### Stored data
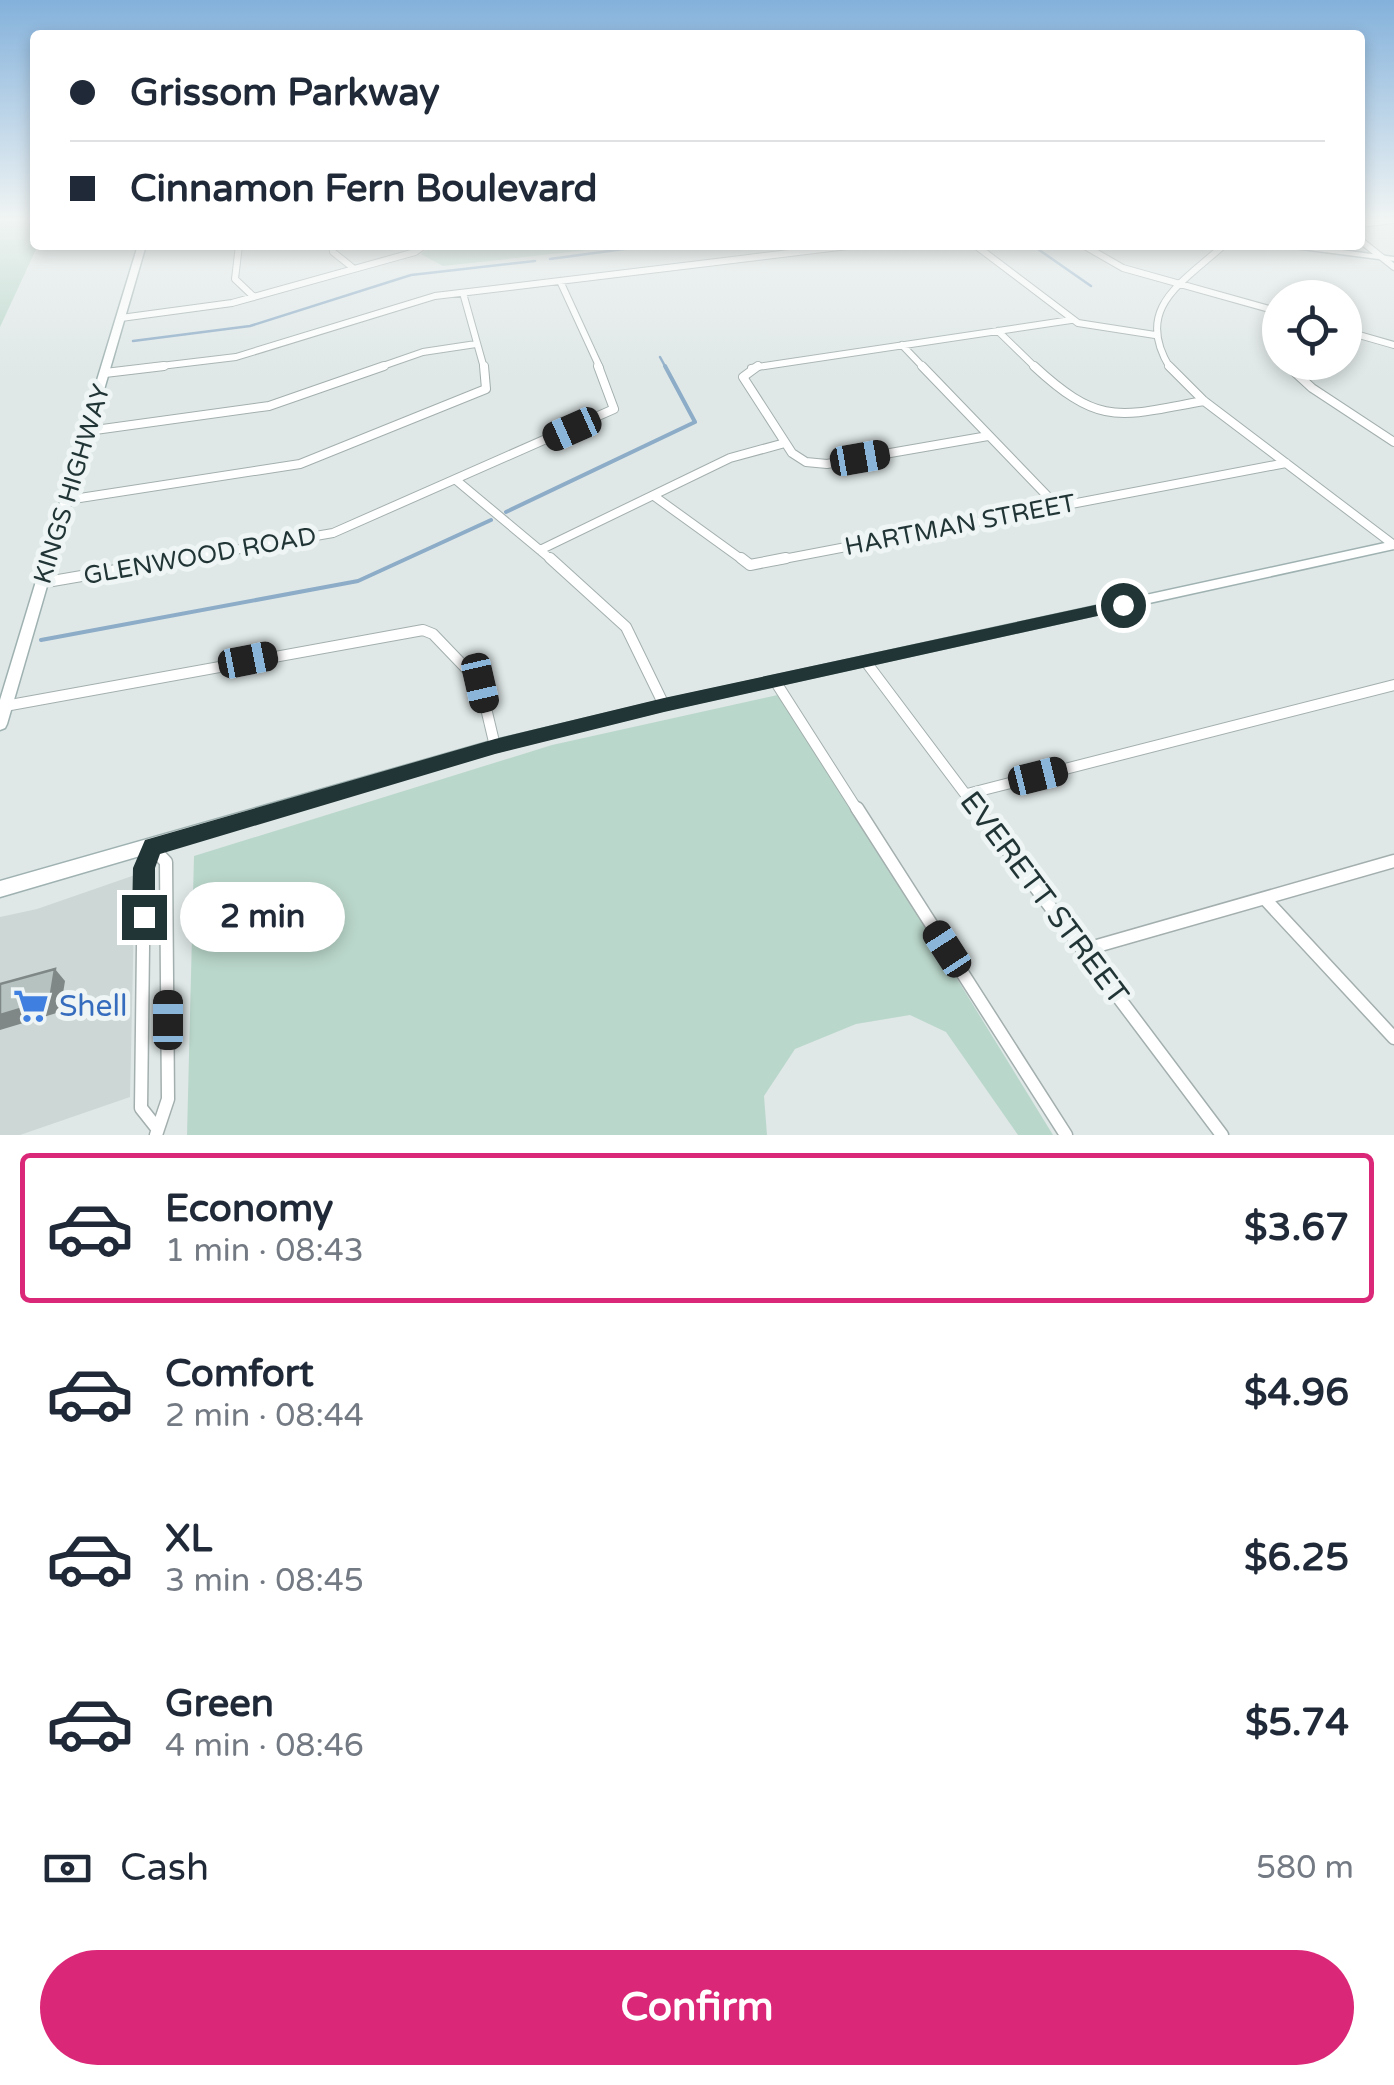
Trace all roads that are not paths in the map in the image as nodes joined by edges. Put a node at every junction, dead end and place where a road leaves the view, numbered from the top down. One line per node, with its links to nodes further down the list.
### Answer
1 (134, 272): 13 (main road, KINGS HIGHWAY)
2 (236, 272): 11 (street)
3 (339, 272): 11 (street)
4 (634, 272): 8 (street)
5 (1009, 272): 14 (street)
6 (1137, 272): 9 (street)
7 (1192, 272): 9 (street)
8 (560, 281): 10 (street); 30 (street, GLENWOOD ROAD)
9 (1178, 284): 12 (street); 16 (street)
10 (463, 293): 18 (street); 21 (street)
11 (254, 296): 13 (street)
12 (1262, 307)
13 (121, 318): 21 (main road, KINGS HIGHWAY)
14 (1071, 320): 15 (street); 16 (street)
15 (998, 331): 19 (street); 24 (street)
16 (1155, 335): 23 (street)
17 (1362, 338): 20 (street)
18 (476, 344): 25 (street); 32 (street)
19 (902, 344): 26 (street); 28 (street)
20 (1393, 350)
21 (106, 374): 25 (main road, KINGS HIGHWAY)
22 (1303, 380): 27 (street)
23 (1204, 401): 24 (street); 29 (street)
24 (1098, 413)
25 (88, 430): 32 (main road, KINGS HIGHWAY)
26 (988, 436): 28 (street); 33 (street)
27 (1394, 442)
28 (784, 443): 31 (street)
29 (1286, 463): 33 (street, HARTMAN STREET); 34 (street)
30 (456, 480): 35 (street); 36 (street, GLENWOOD ROAD)
31 (654, 496): 33 (street, HARTMAN STREET); 35 (street)
32 (67, 500): 36 (main road, KINGS HIGHWAY)
33 (1057, 506)
34 (1394, 545): 37 (main road)
35 (540, 550): 40 (street)
36 (42, 583): 41 (main road, KINGS HIGHWAY)
37 (866, 662): 38 (main road); 44 (street, EVERETT STREET)
38 (775, 681): 40 (main road); 52 (street)
39 (1394, 685): 44 (street)
40 (664, 705): 43 (main road)
41 (5, 706): 42 (main road, KINGS HIGHWAY); 43 (street)
42 (0, 724)
43 (495, 746): 45 (main road)
44 (966, 794): 49 (street, EVERETT STREET)
45 (152, 847): 47 (main road); 51 (street); 51 (street)
46 (1394, 861): 48 (street)
47 (0, 888)
48 (1266, 900): 49 (street); 50 (street)
49 (1083, 950): 53 (street, EVERETT STREET)
50 (1394, 1038)
51 (156, 1131)
52 (1066, 1135)
53 (1222, 1135)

### What this task involves
Give back an exact reproduction of the entries, with all pictures excluded.

### Task solution
Trace all roads that are not paths in the map in the image as nodes joined by edges. Put a node at every junction, dead end and place where a road leaves the view, numbered from the top down. One line per node, with its links to nodes further down the list.
### Answer
1 (134, 272): 13 (main road, KINGS HIGHWAY)
2 (236, 272): 11 (street)
3 (339, 272): 11 (street)
4 (634, 272): 8 (street)
5 (1009, 272): 14 (street)
6 (1137, 272): 9 (street)
7 (1192, 272): 9 (street)
8 (560, 281): 10 (street); 30 (street, GLENWOOD ROAD)
9 (1178, 284): 12 (street); 16 (street)
10 (463, 293): 18 (street); 21 (street)
11 (254, 296): 13 (street)
12 (1262, 307)
13 (121, 318): 21 (main road, KINGS HIGHWAY)
14 (1071, 320): 15 (street); 16 (street)
15 (998, 331): 19 (street); 24 (street)
16 (1155, 335): 23 (street)
17 (1362, 338): 20 (street)
18 (476, 344): 25 (street); 32 (street)
19 (902, 344): 26 (street); 28 (street)
20 (1393, 350)
21 (106, 374): 25 (main road, KINGS HIGHWAY)
22 (1303, 380): 27 (street)
23 (1204, 401): 24 (street); 29 (street)
24 (1098, 413)
25 (88, 430): 32 (main road, KINGS HIGHWAY)
26 (988, 436): 28 (street); 33 (street)
27 (1394, 442)
28 (784, 443): 31 (street)
29 (1286, 463): 33 (street, HARTMAN STREET); 34 (street)
30 (456, 480): 35 (street); 36 (street, GLENWOOD ROAD)
31 (654, 496): 33 (street, HARTMAN STREET); 35 (street)
32 (67, 500): 36 (main road, KINGS HIGHWAY)
33 (1057, 506)
34 (1394, 545): 37 (main road)
35 (540, 550): 40 (street)
36 (42, 583): 41 (main road, KINGS HIGHWAY)
37 (866, 662): 38 (main road); 44 (street, EVERETT STREET)
38 (775, 681): 40 (main road); 52 (street)
39 (1394, 685): 44 (street)
40 (664, 705): 43 (main road)
41 (5, 706): 42 (main road, KINGS HIGHWAY); 43 (street)
42 (0, 724)
43 (495, 746): 45 (main road)
44 (966, 794): 49 (street, EVERETT STREET)
45 (152, 847): 47 (main road); 51 (street); 51 (street)
46 (1394, 861): 48 (street)
47 (0, 888)
48 (1266, 900): 49 (street); 50 (street)
49 (1083, 950): 53 (street, EVERETT STREET)
50 (1394, 1038)
51 (156, 1131)
52 (1066, 1135)
53 (1222, 1135)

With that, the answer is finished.